Bush, McCain, and other supports of "the surge" exhort us to give it time to work. Sure, these things do take time. In the archetypical counterinsurgency campaign, the British government flailed for years, hit on the right formula, and still took several months to put all the pieces together.
Malaya wasn't the most important national security priority for Great Britain. Nor was the political situation the sprawling mess that exists in Iraq today. On the same day that bombings killed 45 Iraqis in Baghdad alone, the Iraqi government continues to sway under the weight of factional infighting, particularly among Shi'ite groups. Moqtada al-Sadr, a cynical man who sees trouble-making as his strongest tool, threatened yet again to leave the government.
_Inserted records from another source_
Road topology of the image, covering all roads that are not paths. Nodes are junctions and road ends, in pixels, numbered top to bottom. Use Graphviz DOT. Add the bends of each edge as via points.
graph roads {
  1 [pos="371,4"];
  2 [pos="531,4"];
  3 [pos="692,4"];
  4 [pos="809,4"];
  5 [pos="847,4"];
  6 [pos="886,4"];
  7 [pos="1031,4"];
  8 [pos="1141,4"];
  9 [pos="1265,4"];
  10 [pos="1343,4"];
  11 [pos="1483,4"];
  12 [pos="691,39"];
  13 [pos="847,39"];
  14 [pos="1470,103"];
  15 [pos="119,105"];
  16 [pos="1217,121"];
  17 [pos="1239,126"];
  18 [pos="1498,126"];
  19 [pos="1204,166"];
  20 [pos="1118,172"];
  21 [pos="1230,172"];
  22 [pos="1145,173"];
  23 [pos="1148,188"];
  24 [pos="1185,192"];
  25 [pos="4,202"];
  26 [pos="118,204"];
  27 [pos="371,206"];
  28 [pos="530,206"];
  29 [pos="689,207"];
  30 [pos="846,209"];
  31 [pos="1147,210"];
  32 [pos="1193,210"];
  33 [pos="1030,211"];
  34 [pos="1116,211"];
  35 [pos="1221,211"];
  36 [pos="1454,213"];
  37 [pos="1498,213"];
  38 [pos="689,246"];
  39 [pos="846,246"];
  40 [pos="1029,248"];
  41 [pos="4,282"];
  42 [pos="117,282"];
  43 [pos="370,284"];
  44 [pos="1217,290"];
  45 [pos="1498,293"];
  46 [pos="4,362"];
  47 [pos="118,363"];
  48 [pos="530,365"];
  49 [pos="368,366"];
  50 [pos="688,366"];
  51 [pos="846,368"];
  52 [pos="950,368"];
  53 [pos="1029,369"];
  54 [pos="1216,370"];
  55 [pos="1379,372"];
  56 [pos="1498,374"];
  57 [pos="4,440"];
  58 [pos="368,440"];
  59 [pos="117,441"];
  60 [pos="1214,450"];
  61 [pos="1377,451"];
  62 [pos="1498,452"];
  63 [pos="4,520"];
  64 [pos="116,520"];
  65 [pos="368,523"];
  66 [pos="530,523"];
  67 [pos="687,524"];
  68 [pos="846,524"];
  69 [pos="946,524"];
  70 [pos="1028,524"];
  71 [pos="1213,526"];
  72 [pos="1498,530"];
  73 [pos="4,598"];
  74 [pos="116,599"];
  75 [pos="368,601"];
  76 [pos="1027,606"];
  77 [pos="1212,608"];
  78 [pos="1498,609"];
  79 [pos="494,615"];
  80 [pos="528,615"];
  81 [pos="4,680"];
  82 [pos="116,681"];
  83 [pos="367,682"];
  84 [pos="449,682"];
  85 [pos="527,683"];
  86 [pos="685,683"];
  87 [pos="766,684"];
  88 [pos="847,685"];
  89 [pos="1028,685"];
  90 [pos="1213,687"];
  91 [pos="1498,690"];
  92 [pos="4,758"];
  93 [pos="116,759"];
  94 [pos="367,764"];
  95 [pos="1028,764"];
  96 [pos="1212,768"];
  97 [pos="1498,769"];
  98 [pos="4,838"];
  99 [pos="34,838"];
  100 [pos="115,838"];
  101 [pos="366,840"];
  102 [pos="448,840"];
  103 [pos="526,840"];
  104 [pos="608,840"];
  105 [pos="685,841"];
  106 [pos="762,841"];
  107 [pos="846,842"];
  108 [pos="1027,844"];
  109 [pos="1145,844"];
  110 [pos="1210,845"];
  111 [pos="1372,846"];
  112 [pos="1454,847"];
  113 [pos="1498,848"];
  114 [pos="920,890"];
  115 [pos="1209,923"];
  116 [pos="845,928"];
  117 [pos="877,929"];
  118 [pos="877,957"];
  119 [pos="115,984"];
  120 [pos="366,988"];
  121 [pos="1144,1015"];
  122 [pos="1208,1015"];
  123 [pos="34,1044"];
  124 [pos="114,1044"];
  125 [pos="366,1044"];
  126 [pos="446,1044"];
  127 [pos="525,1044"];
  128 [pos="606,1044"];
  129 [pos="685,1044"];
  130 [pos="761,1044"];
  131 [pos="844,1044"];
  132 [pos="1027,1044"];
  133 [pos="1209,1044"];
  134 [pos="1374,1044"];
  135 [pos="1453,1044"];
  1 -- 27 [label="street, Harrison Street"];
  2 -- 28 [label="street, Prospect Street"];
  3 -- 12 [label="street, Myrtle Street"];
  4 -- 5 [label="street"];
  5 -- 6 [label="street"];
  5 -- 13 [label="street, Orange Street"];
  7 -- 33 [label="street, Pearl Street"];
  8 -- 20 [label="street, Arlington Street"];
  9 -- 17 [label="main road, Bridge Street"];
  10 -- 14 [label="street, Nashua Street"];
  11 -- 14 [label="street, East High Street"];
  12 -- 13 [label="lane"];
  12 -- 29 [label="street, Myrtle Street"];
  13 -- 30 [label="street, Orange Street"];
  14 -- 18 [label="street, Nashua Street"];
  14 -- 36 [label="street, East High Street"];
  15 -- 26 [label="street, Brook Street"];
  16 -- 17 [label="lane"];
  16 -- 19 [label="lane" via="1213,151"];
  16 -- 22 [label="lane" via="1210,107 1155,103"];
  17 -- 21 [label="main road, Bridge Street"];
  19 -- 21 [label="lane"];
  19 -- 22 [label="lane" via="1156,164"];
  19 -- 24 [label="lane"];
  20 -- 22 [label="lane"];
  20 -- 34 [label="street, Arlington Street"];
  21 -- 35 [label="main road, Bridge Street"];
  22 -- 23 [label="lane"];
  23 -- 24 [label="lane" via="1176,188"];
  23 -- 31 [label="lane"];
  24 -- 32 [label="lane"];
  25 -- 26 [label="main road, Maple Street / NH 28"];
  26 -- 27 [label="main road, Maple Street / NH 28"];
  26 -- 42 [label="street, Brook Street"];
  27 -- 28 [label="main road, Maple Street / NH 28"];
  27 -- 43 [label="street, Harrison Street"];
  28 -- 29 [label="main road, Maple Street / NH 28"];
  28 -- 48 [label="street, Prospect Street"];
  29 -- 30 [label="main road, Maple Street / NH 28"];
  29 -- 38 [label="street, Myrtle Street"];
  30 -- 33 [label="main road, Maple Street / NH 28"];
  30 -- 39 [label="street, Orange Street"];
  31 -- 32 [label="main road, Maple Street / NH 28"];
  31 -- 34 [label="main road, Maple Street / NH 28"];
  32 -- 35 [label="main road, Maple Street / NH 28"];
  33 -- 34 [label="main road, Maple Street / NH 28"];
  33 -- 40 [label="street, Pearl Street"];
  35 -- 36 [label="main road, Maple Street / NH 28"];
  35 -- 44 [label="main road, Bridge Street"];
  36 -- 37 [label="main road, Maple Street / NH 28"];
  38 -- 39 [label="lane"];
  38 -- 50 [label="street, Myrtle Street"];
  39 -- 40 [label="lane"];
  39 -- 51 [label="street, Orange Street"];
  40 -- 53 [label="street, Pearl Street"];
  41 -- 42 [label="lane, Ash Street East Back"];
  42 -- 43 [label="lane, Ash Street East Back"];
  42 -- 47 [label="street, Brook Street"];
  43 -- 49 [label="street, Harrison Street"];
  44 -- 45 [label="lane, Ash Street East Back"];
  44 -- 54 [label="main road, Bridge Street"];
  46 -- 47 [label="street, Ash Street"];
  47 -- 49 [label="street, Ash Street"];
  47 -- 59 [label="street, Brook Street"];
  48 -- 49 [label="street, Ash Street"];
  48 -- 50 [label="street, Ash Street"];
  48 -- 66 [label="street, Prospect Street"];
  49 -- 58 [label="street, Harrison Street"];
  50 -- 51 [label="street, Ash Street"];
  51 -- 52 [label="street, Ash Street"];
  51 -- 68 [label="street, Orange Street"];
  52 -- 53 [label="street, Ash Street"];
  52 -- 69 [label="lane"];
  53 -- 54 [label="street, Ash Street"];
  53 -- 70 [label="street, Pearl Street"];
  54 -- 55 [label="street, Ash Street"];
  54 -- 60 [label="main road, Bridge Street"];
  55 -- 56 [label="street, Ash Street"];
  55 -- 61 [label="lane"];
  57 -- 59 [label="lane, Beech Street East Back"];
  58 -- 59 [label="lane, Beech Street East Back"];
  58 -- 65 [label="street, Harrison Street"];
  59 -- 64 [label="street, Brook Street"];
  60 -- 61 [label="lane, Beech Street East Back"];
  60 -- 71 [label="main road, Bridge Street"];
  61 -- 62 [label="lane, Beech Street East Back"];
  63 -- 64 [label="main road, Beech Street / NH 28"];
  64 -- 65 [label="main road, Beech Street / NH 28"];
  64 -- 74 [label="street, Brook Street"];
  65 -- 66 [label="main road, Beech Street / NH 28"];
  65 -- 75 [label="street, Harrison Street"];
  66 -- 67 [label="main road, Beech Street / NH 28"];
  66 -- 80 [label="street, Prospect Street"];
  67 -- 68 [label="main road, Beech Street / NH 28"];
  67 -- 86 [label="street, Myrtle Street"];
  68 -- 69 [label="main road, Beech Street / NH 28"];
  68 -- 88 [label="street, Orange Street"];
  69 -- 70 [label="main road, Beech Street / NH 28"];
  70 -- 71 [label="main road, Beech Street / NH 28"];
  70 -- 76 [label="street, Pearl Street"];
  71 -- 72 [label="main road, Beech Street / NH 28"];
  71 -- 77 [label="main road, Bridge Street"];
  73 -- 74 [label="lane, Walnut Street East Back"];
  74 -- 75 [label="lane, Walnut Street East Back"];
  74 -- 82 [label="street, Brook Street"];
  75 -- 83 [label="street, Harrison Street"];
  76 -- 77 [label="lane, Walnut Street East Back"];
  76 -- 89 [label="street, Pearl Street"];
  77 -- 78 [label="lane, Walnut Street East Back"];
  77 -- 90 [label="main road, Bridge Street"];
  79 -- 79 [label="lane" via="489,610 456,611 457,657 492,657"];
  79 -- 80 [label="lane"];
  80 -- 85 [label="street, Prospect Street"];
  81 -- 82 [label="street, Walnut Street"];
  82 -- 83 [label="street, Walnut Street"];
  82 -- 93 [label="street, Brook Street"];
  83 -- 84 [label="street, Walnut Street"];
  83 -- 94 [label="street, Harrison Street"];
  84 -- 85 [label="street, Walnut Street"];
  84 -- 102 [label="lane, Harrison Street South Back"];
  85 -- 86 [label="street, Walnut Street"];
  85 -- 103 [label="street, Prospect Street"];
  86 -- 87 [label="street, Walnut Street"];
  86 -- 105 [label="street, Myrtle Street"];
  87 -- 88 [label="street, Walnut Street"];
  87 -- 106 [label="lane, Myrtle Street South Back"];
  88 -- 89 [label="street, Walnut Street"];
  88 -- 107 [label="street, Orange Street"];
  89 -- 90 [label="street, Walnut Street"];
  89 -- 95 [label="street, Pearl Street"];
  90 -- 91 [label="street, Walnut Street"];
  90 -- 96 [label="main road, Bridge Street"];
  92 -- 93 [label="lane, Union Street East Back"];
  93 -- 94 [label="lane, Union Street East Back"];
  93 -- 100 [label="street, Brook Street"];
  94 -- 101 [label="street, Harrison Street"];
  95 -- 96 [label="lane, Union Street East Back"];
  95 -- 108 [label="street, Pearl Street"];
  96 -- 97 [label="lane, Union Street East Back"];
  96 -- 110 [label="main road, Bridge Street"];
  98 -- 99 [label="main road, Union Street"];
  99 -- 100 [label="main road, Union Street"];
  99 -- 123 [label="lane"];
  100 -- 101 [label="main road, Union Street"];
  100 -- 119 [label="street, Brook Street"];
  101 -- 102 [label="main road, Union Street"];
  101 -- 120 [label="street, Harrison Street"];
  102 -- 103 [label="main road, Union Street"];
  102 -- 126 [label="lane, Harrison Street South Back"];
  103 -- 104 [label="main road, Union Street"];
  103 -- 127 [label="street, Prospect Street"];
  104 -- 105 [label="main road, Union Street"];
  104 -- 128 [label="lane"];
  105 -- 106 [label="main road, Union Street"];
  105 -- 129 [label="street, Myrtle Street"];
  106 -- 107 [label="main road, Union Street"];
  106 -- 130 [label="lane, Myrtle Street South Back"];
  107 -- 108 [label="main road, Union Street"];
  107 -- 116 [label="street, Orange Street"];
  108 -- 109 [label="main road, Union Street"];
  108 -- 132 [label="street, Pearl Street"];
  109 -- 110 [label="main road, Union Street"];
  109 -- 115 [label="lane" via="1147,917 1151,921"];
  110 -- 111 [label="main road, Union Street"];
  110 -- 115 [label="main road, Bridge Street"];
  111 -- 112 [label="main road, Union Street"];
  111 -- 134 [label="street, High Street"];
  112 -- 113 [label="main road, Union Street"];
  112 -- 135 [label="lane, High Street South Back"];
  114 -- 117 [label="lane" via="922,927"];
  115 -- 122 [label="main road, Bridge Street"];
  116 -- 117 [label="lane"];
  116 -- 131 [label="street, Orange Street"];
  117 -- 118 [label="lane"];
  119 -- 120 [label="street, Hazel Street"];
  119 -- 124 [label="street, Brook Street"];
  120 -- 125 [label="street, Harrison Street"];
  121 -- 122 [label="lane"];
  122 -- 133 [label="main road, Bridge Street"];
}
Of course, al-Sadr has made this threat before, and he will again. However, this latest political clash among rival Shi'ite factions (in this case, led by al-Sadr and al-Maliki) highlights how little the United States can do to stop the escalating conflicts among and within Iraq's sectarian and clan divisions. Shiites don't trust government intelligence agencies, which were once dominated by Saddam Hussein's Sunni brethren, so they create their own. Shiites don't trust each other, so the Mahdists infiltrate the security forces with their own representatives. And so it goes, as a recently deceased author once said.
Until there's something worth uniting around, the factional conflict will only continue. More Iraqis will die in more attacks. More questions will remain about who was behind today's carnage, and why. Did Sunnis group plant the bomb that killed 47 people in Karbala? Or was a Shi'ite group responsible, for reasons fathomable only among bitter rivals? One of the few certainties is, the United States has very little to offer the combatants, except as a target.